Is IVF a Surgery or Just a Procedure?

IVF as a whole is not a surgery. It’s a multi-step fertility treatment that spans several weeks, and most of those steps are nonsurgical: hormone injections, blood draws, ultrasound monitoring, lab fertilization, and embryo transfer. However, one key step in the process, the egg retrieval, is a minor surgical procedure that involves a needle, sedation, and a recovery period.

What Makes Egg Retrieval Surgical

The egg retrieval is the only part of IVF that crosses into surgical territory. During the procedure, an ultrasound probe is inserted into the vagina to locate the fluid-filled sacs (follicles) on the ovaries where eggs have developed. A thin needle is then guided through the vaginal wall and into each follicle, and a suction device attached to the needle draws the eggs out one by one.
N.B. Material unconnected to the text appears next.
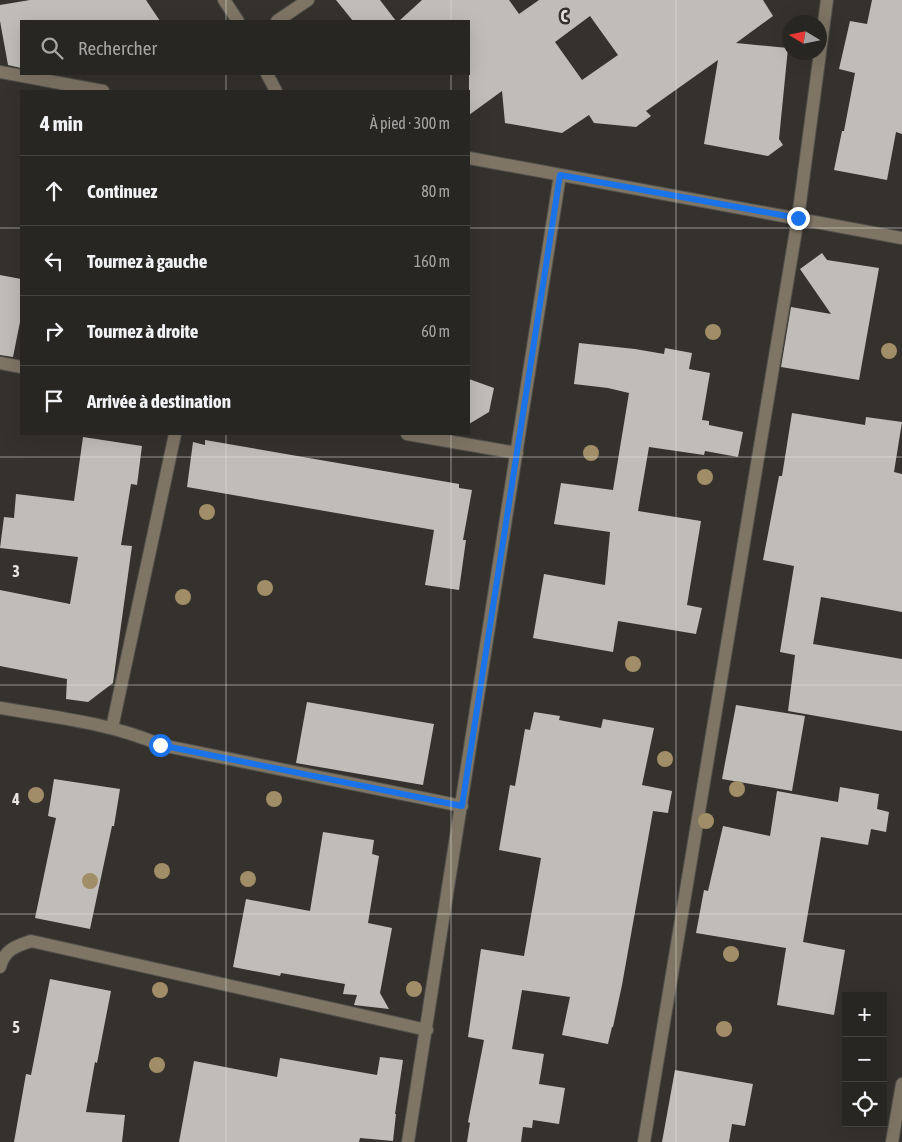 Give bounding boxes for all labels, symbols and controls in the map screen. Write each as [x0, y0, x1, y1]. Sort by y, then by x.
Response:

There are no external incisions, no stitches, and no scalpel involved. The needle punctures the vaginal wall internally, which is why it’s classified as a minimally invasive procedure rather than a traditional open surgery. Still, it requires sedation, takes place in a procedure room with surgical-level standards, and carries the same types of risks (bleeding, infection, reaction to anesthesia) that any minor surgery does.

How Sedation Works During Retrieval

Conscious sedation is the most common approach for egg retrieval. This typically involves a combination of pain medication and a sedative delivered through an IV, putting you in a deeply relaxed, semi-conscious state. You’re breathing on your own and may be vaguely aware of your surroundings, but you generally won’t remember the procedure or feel sharp pain during it.

Pain levels vary depending on the type of sedation used. A large retrospective study comparing three pain management approaches found that patients given only oral painkillers reported average pain scores of 5.6 out of 10, while those receiving IV or injected opioid-based sedation reported scores between 3.9 and 5.1. Several factors also influenced pain: women with endometriosis reported higher pain scores, and each additional follicle aspirated raised the score slightly. Older women tended to report somewhat less pain.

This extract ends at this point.